Neuerdings hört man allerorten Wörter wie „Ruhestand“ oder „Rente“. Begriffe, die ich gar nicht kenne, weil es sich bei meinen zu erwartenden Rentenzahlungen auch nicht lohnt, sie zu kennen. „Wir“ haben uns „damals“ für alles interessiert, aber doch nicht für Rente. Und das ist bei mir mein Leben lang so geblieben.

Meine Rentenkasse machte mich kürzlich auf „Fehlzeiten“ aufmerksam. Der Brief lag dummerweise offen herum, und nun weiß meine Freundin, dass da etwas fehlt. Meine Eltern – die drei verstehen sich und ­telefonieren auch ohne mich miteinander – wissen es mittlerweile auch.

Ein harmloses Kaffeetrinken am Sonntagnachmittag geriet dadurch zum Tribunal. „Was fehlt denn?“, fragte mein Vater. „Unter anderem meine Studiennachweise“, antwortete ich. Meine Wissenschaftlerin sagte leicht vorwurfsvoll: „Aber die Bescheinigungen für die Rentenkasse waren doch immer an den Immatrikulationsbescheinigungen dran. Die musste man doch nur hinschicken.“ – „So?“, brummte ich. „Was noch?“, fragte mein Vater. „Abschlusszeugnis Uni zum Beispiel.“ Das könnte auch die Immatrikulationsbescheinigungen ersetzen. „Und sonst?“ – „Gesellenbrief. Zivildienstzeit. Also Wehrpass oder so.“

Meine Wissenschaftlerin atmete hörbar ein und aus. „Wieso hast du das denn alles nicht?“ Tja, wieso? „Oder ist das in einer deiner Kisten?“ Im besten Falle, dachte ich, könnte es da drin sein, aber meine Stapel und Kisten sind geordnet wie das Kölner Stadtarchiv nach seinem Einsturz.

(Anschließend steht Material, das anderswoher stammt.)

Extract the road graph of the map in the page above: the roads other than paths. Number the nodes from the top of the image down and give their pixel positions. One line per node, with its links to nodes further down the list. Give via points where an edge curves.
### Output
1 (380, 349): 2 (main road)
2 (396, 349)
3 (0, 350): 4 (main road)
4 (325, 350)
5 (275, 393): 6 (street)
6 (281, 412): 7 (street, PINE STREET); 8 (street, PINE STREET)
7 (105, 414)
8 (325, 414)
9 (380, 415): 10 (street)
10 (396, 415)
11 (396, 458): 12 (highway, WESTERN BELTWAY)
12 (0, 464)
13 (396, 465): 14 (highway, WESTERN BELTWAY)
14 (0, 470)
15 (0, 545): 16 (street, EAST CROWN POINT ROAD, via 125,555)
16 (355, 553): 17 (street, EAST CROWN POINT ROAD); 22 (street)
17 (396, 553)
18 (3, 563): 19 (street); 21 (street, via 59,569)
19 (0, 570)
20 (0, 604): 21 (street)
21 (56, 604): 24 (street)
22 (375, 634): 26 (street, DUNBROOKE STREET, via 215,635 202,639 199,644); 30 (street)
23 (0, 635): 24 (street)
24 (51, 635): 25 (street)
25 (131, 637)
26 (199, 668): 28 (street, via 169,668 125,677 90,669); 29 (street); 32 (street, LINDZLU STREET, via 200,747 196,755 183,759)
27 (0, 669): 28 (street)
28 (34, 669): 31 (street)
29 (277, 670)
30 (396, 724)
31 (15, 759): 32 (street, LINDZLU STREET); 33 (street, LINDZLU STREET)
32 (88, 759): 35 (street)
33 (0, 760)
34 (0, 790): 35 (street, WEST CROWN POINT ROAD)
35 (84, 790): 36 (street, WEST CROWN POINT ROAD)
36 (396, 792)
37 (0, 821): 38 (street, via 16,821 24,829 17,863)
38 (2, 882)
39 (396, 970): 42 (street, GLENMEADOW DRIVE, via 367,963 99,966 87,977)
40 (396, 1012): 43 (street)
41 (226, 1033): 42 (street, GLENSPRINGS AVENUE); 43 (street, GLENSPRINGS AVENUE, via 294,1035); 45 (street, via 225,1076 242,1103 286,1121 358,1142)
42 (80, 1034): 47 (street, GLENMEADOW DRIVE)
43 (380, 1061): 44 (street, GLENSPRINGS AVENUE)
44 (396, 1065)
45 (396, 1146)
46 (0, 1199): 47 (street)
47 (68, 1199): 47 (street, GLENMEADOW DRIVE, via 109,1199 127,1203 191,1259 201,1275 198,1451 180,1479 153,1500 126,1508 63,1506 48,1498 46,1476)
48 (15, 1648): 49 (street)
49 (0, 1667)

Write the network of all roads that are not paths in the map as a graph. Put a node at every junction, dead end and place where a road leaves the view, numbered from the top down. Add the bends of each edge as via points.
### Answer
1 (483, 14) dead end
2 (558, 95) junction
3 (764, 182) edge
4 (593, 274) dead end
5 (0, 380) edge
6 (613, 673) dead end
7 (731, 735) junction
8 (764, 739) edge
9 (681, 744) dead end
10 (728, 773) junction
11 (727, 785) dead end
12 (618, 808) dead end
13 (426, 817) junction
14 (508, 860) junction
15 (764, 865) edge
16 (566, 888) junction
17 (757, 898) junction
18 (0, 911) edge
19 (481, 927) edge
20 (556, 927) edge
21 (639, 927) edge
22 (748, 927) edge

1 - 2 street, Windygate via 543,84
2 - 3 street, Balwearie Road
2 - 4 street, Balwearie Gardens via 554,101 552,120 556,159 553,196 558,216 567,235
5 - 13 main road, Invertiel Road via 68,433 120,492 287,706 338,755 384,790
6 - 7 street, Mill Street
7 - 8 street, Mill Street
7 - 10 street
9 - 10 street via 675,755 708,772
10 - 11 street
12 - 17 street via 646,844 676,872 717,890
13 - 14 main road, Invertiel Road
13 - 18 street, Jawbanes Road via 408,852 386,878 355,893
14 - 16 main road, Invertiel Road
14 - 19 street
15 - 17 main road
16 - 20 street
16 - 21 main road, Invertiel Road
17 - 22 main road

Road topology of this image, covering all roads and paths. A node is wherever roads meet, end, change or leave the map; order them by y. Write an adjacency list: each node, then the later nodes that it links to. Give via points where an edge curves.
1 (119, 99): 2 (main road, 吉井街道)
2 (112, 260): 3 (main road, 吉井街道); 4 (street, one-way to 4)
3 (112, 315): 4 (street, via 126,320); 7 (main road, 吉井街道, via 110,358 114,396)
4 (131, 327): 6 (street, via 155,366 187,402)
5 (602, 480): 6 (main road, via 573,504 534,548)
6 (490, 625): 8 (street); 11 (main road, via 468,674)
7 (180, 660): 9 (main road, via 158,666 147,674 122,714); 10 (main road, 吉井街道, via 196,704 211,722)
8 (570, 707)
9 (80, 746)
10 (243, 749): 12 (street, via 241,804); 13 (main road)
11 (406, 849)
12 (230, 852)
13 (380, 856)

Ich bin zwar Nichtraucher, ging jetzt aber trotzdem erst einmal raus, eine rauchen. Als ich die Tür schloss, sah ich, dass mein Vater mit den anderen tuschelte.

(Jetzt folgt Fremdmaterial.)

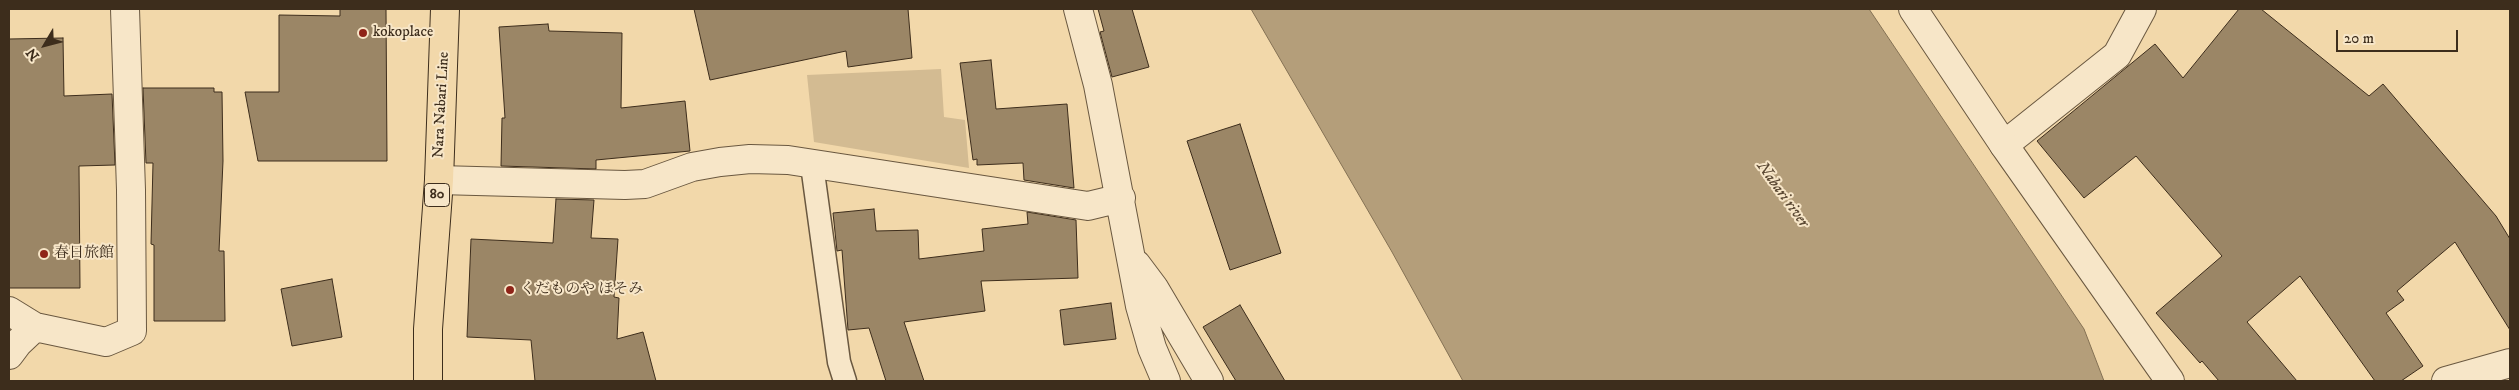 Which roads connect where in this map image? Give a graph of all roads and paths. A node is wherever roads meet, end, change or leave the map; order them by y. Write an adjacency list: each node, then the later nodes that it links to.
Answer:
1 (125, 9): 12 (street)
2 (445, 9): 8 (main road, Nara Nabari Line / 80)
3 (1078, 9): 9 (street)
4 (1913, 9): 6 (street)
5 (2142, 9): 6 (street)
6 (2004, 145): 19 (street)
7 (812, 165): 8 (street); 9 (street); 16 (lane)
8 (438, 180): 15 (main road, Nara Nabari Line / 80)
9 (1121, 198): 10 (street)
10 (1131, 257): 17 (street); 18 (street)
11 (9, 311): 12 (street)
12 (35, 327): 13 (street)
13 (9, 355)
14 (2510, 363): 20 (street)
15 (428, 381)
16 (845, 381)
17 (1166, 381)
18 (1209, 381)
19 (2170, 381)
20 (2446, 381)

Als ich vom Nichtrauchen zurückkam, lag ein Ordner auf dem Tisch. Darin in Folien meine Zeugnisse, das Schreiben vom Amtsgericht damals, mit 16, wegen Fahren ohne Führerschein, mein Wehrpass, mein Filmvorführschein! Sogar mein Seediensttauglichkeitszeugnis! Als ich 18 war, wollte ich zur See fahren, weil ich „Moby Dick“ gelesen und „Der Seewolf“ gesehen hatte.

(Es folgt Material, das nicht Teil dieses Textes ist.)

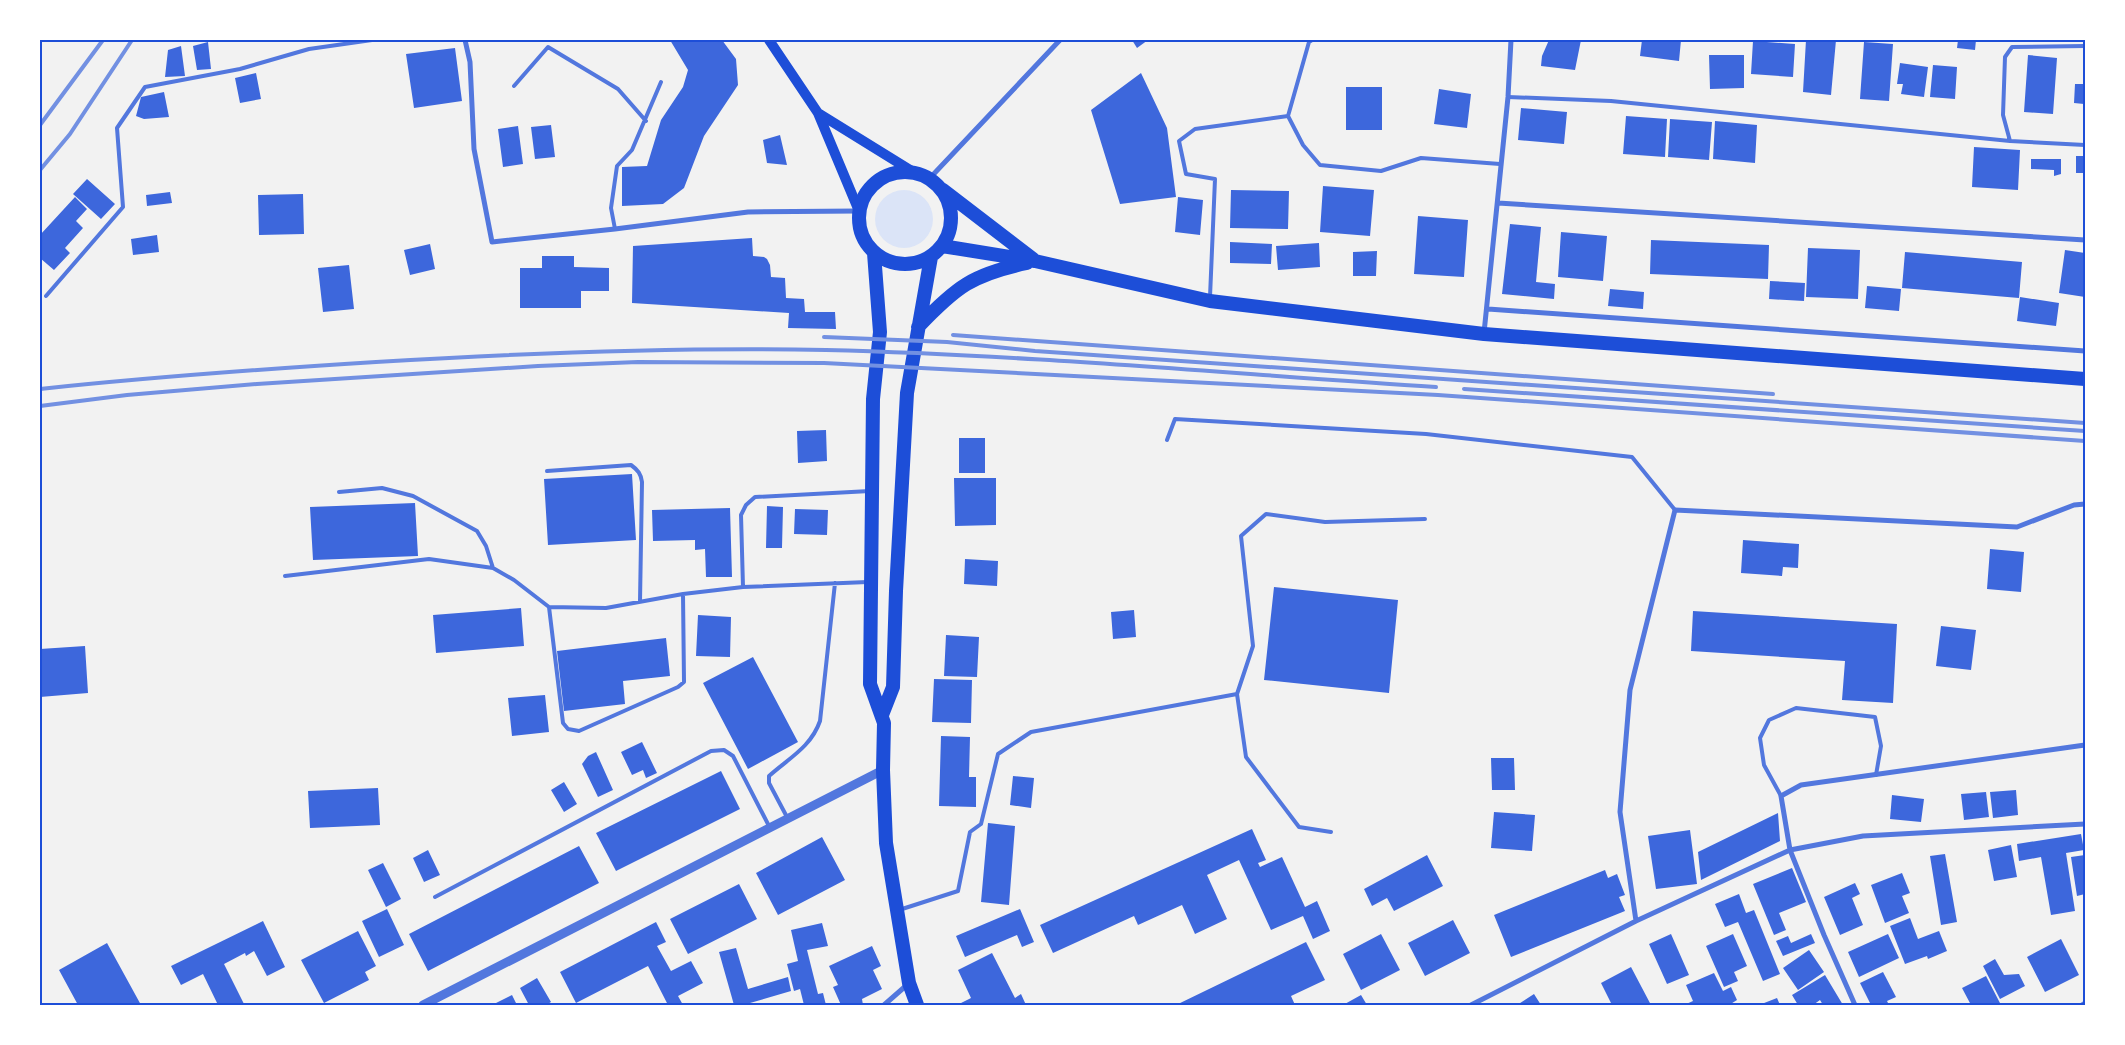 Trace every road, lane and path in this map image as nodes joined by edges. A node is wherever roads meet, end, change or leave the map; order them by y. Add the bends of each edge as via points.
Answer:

Mein Leben in Dokumenten. Mein Vater hatte alles säuberlich abgeheftet. Jetzt verdanke ich ihm nicht nur mein Leben, sondern irgendwann auch die Rente. Jedenfalls einen Teil davon. Viel wird es ja nicht sein, aber mehr, als ich ohne ihn hätte nachweisen können.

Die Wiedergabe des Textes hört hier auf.